Peeters-Govers, de grootste franchisenemer van Albert Heijn in ons land, wil een groter stuk van Vlaanderen veroveren. Dat zegt Jan Peeters in een interview met Gondola. “We hebben een concept dat werkt, dat hebben we bewezen in de Brusselse rand.”

Nadat het bedrijf drie winkels van Albert Heijn opende in de Brusselse rand kijkt Peeters-Govers nu ook naar Vlaams Brabant en Antwerpen om nog meer winkels te openen. Dat zegt Jan Peeters in een interview dat verschijnt in het volgende nummer van Gondola Magazine. “Ik geloof in onze formule en in lokale verankering.

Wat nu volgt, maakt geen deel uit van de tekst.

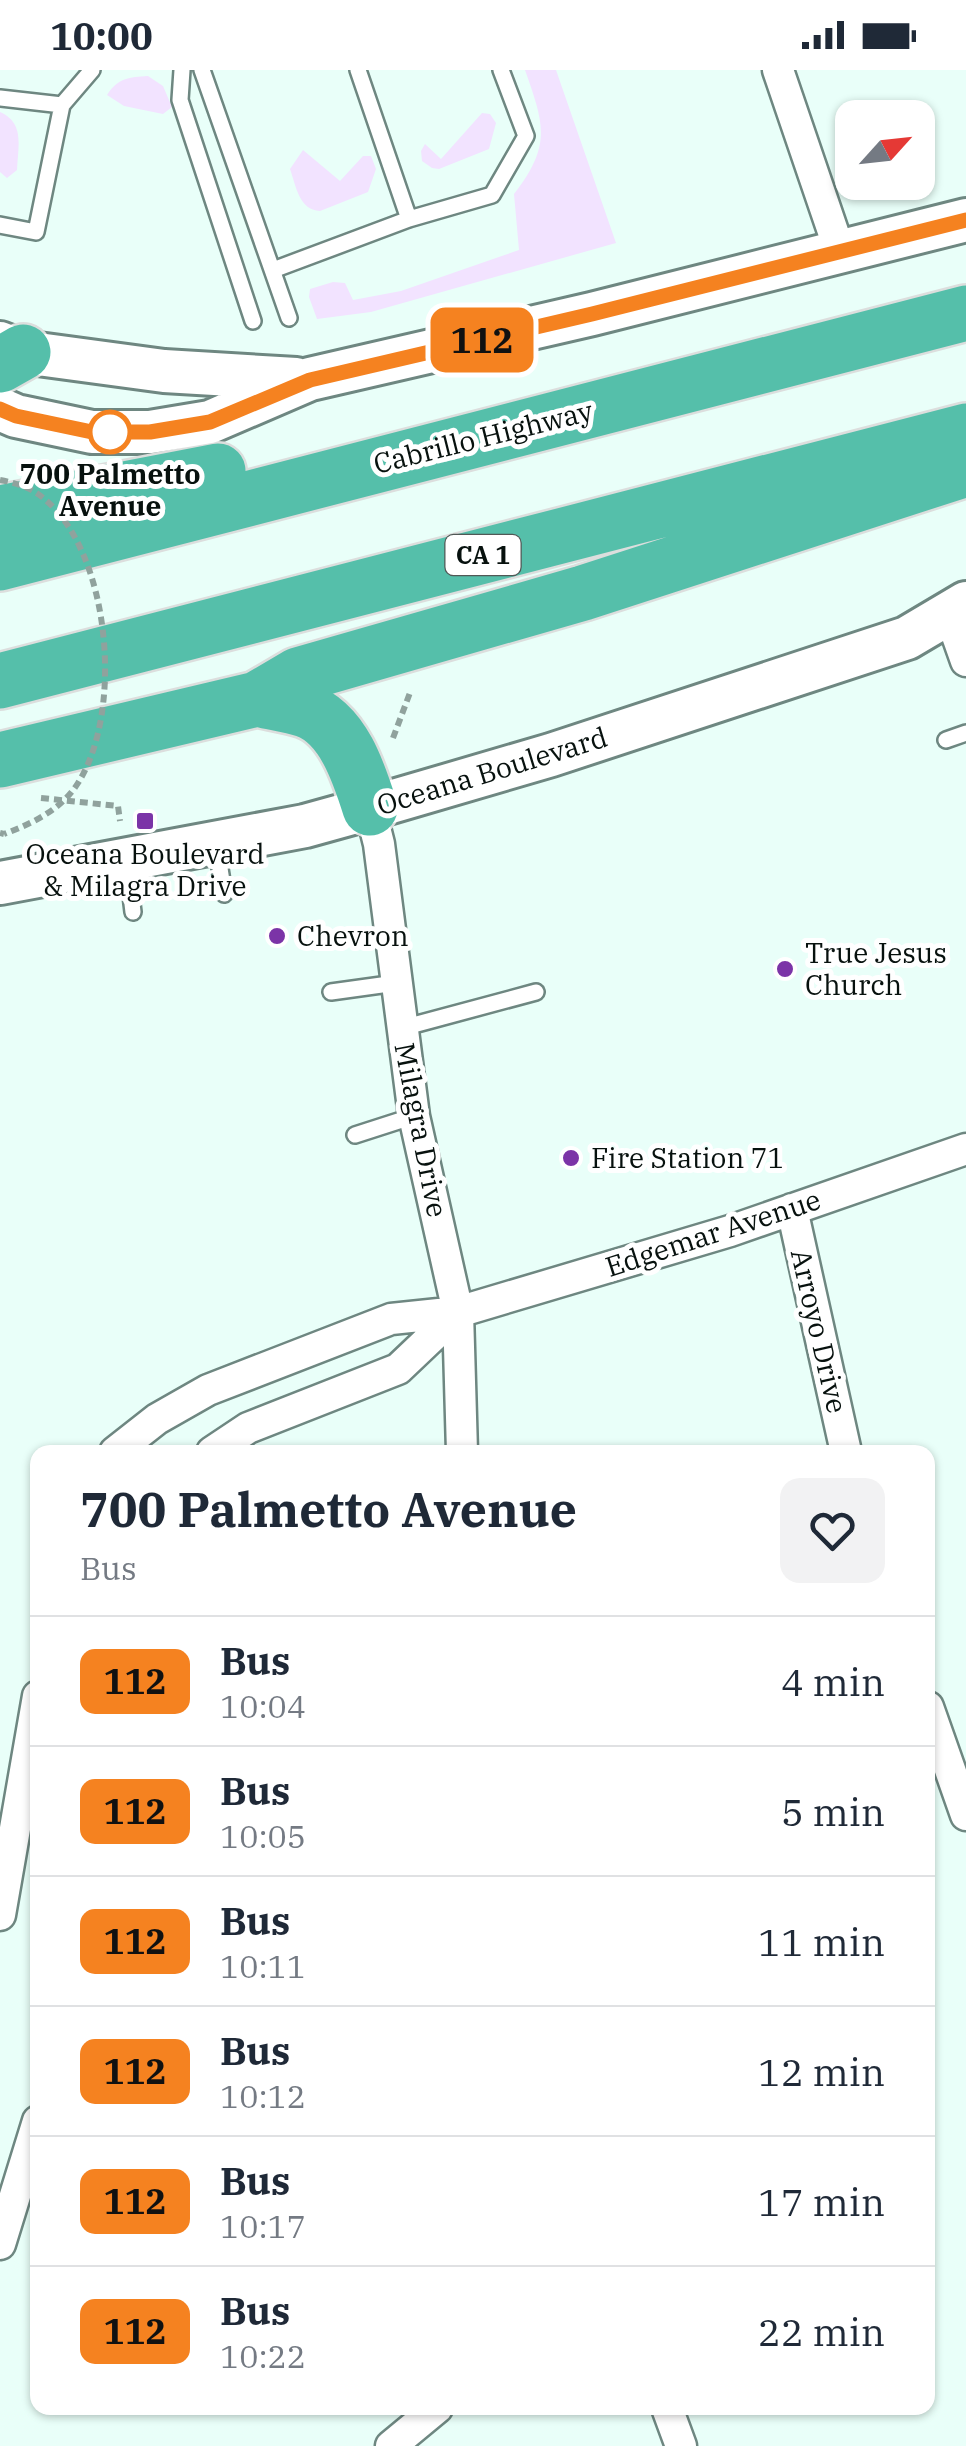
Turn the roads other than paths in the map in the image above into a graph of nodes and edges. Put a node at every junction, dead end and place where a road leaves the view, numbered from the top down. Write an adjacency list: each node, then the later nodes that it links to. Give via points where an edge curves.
1 (92, 70): 8 (lane)
2 (182, 70): 16 (lane, via 180,100)
3 (202, 70): 13 (lane)
4 (358, 70): 9 (lane)
5 (501, 70): 9 (lane, via 526,136 492,195)
6 (778, 70): 12 (street)
7 (0, 98): 8 (lane)
8 (62, 105): 11 (lane, via 36,232)
9 (410, 219): 13 (lane)
10 (966, 220): 12 (main road)
11 (0, 225)
12 (840, 252): 18 (main road)
13 (273, 270): 15 (lane)
14 (966, 313): 21 (highway, Cabrillo Highway)
15 (289, 318)
16 (254, 321)
17 (8, 353): 18 (main road)
18 (310, 380): 19 (main road, via 210,422 150,432 92,432)
19 (0, 410)
20 (966, 431): 27 (highway, CA 1)
21 (443, 446): 23 (highway, via 360,442); 24 (highway, Cabrillo Highway)
22 (966, 469): 28 (highway, via 583,593 298,675)
23 (0, 513)
24 (0, 563)
25 (958, 608): 26 (street); 32 (main road, Oceana Boulevard, via 907,638)
26 (966, 662)
27 (0, 680)
28 (257, 700): 31 (highway); 32 (highway, via 324,720 350,757)
29 (966, 733): 30 (lane)
30 (946, 740)
31 (13, 778)
32 (370, 808): 34 (main road, Oceana Boulevard); 38 (street, Milagra Drive)
33 (124, 841): 34 (main road, Oceana Boulevard); 35 (main road, Oceana Boulevard); 37 (lane)
34 (216, 842): 36 (lane)
35 (0, 884)
36 (224, 894)
37 (133, 912)
38 (396, 983): 39 (lane); 41 (street, Milagra Drive)
39 (331, 992)
40 (536, 992): 41 (lane)
41 (402, 1028): 42 (street, Milagra Drive)
42 (414, 1116): 43 (lane); 46 (street, Milagra Drive)
43 (355, 1135)
44 (966, 1150): 45 (street, Edgemar Avenue)
45 (792, 1209): 46 (street, Edgemar Avenue); 50 (street, Arroyo Drive)
46 (458, 1312): 47 (street, Edgemar Avenue, via 391,1318 208,1390); 48 (street, Edgemar Avenue, via 398,1369 248,1428); 49 (street, Milagra Drive)
47 (124, 1445)
48 (222, 1445)
49 (462, 1445)
50 (844, 1445)
51 (935, 1727): 53 (street)
52 (30, 1742): 54 (street)
53 (966, 1815)
54 (0, 1914)
55 (30, 2151): 56 (street)
56 (0, 2244)
57 (429, 2415): 59 (street)
58 (669, 2415): 60 (street)
59 (391, 2446)
60 (681, 2446)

Wemmel was onze grote test in 2017. Daar hebben we getoond dat we uit onze comfortzone kunnen komen. De Kempen en Antwerpen kenden we al, en we zitten nu ook met drie winkels in de rand rond Brussel. Dat bevalt ons wel. Ik wil niet zeggen aan hoeveel winkels we uiteindelijk denken. Ik wil niet bij voorbaat al mensen doen steigeren. Maar het is duidelijk: we hebben ambitie. We hebben een concept dat heel goed werkt.”

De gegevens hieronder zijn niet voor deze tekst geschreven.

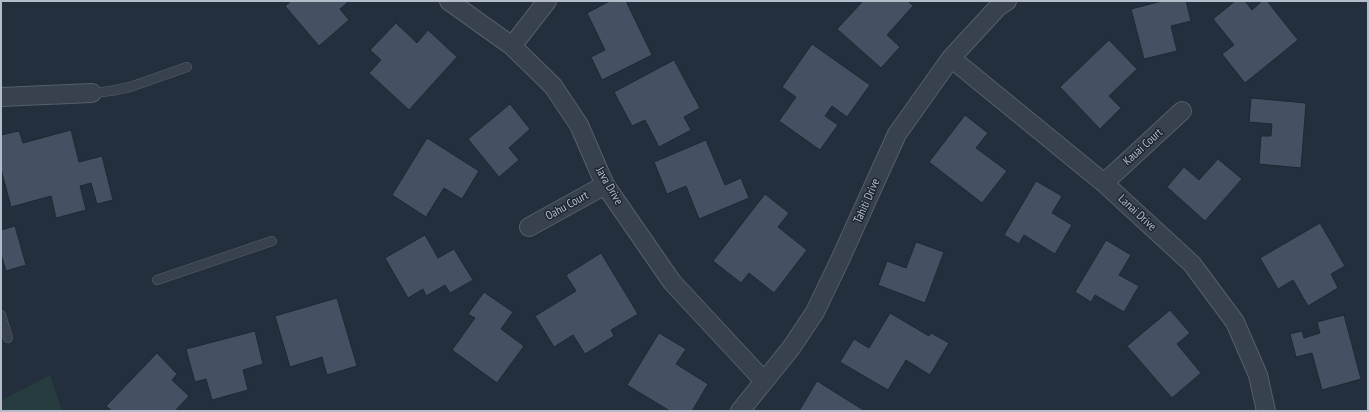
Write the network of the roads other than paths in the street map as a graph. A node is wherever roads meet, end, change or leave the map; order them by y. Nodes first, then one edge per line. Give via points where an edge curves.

Enkele jaren geleden kreeg Peeters-Govers onderdak bij Albert Heijn, wat hen volgens Jan Peeters toeliet om verder te groeien. “Albert Heijn heeft een backoffice die ongezien is in ons land en die voor ons nodig was om verder door te groeien. Mijn neef Wim en ik (samen de leiding van Peeters-Govers, red) zijn ambitieus. Wij wilden niet met één winkel genoegen nemen. Ik heb het geluk dat ik me minder met de dagelijkse gang van zaken bezig houd, hoewel ik dat ook graag doe, en me meer bezig hou met het nemen van strategische beslissingen en het inspireren van mensen.” Jan Peeters kreeg daarnaast samen met een bevriende zakenpartner de Nederlandse en Vlaamse franchise van KFC in handen.